En droit, Madame (A) reproche au ministre et aux premiers juges d’avoir commis une erreur manifeste d’appréciation quant à la définition de la notion de nationalité telle que résultant de l’article 43, point c), de la loi du 18 décembre 2015. Selon elle, ils n’auraient pas tenu compte de ses origines et de son identité syriennes pour finalement n’apprécier ses craintes de menaces qu’à l’aune de sa nationalité vénézuélienne. Au soutien de ce moyen, l’appelante affirme que la possession d’une double nationalité ne serait pas incompatible avec le bénéfice du statut de réfugié et, qu’en l’espèce, les autorités vénézuéliennes ne seraient pas en mesure de lui offrir une protection suffisante, respectivement que son « identité culturelle, [ses] origines géographiques, [sa] vie professionnelle, patrimoniale et relationnelle [seraient] exclusivement rattachées à la Syrie ». Elle précise encore que sa qualité de ressortissante vénézuélienne ne serait que le fait de son mariage aujourd’hui dissous, qu’elle ne disposerait d’aucun lien avec le Venezuela, ce que confirmerait le caractère « superficiel » des questions posées à l’égard de ce pays lors de son audition du 25 mai 2023.

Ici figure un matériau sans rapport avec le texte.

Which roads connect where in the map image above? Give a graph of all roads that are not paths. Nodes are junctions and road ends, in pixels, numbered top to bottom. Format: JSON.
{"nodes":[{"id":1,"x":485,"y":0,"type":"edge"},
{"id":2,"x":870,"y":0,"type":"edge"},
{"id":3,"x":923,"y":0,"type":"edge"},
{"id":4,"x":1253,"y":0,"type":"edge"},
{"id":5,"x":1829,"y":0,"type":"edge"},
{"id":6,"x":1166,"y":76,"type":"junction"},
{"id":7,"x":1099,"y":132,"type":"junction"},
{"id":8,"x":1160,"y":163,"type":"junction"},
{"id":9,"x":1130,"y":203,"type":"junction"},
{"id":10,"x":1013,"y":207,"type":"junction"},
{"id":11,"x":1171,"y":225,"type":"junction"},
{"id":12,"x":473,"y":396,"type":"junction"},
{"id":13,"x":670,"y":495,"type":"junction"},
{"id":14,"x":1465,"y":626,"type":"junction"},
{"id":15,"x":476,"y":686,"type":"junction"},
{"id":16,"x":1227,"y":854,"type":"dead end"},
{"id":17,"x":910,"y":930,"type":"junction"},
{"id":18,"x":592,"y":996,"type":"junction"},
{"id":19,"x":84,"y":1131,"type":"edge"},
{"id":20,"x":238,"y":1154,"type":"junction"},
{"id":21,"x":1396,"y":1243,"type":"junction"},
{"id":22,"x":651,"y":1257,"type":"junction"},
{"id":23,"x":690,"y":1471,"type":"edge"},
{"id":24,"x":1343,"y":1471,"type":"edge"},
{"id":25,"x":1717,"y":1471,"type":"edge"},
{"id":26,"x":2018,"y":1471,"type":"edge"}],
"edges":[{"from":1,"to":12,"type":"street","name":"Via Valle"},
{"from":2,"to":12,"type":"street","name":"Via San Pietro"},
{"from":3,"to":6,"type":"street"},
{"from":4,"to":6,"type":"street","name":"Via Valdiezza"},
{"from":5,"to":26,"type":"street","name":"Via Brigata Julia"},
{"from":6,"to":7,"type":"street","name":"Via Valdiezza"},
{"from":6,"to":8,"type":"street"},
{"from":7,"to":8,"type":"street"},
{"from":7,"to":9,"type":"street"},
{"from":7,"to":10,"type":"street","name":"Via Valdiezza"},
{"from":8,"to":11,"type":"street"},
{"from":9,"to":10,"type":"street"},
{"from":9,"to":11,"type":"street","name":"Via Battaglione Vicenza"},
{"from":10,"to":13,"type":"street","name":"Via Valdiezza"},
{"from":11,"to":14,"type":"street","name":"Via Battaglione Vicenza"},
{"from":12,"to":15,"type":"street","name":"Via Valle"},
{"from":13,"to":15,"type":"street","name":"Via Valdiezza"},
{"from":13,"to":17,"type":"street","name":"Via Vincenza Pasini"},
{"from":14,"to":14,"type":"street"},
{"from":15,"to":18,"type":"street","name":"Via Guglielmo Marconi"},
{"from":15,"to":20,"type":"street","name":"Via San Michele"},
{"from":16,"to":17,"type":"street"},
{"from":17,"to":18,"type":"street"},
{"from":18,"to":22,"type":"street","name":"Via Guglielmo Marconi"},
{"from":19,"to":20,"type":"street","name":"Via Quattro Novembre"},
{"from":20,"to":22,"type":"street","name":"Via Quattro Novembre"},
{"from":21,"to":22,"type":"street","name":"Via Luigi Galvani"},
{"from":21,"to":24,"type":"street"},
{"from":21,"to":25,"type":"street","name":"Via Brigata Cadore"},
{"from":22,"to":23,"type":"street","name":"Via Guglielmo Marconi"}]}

Concernant les conditions d’octroi du statut de réfugié, l’appelante reproche aux premiers juges d’avoir fait une appréciation erronée de sa situation, alors même qu’elle aurait précisé avec soin la réalité des menaces dont elle aurait fait l’objet en Syrie. A cet égard, Madame (A) se prévaut des articles 1er de la Convention de Genève du 28 juillet 1951 relative au statut des réfugiés, ci-après la « Convention de Genève », et 2, sub f), de la loi du 18 décembre 2015 ainsi que d’un jugement du tribunal administratif du 27 juin 2013 (n° 31543 du rôle) concernant les conditions d’octroi dudit statut et démontrant qu’elle pourrait s’en prévaloir.
Elle poursuit en précisant que les craintes invoquées par rapport à sa situation personnelle en Syrie seraient liées aux menaces déjà reçues de la part de la milice dénommée « … », respectivement qu’elle craindrait d’être persécutée « en sa qualité d’… arabe », appartenant ainsi « à un certain groupe social ». Sur ce point, elle cite un extrait de son rapport d’entretien et se prévaut d’un document de 2015, intitulé « Renseignement de l’analyse-pays de l’Organisation Suisse d’Aides aux Réfugiés – Syrie - : Les forces de … », qui démontrerait l’influence de ladite milice sur l’ensemble du territoire syrien. Partant, elle conclut que ses craintes de persécutions relatives à la Syrie seraient fondées.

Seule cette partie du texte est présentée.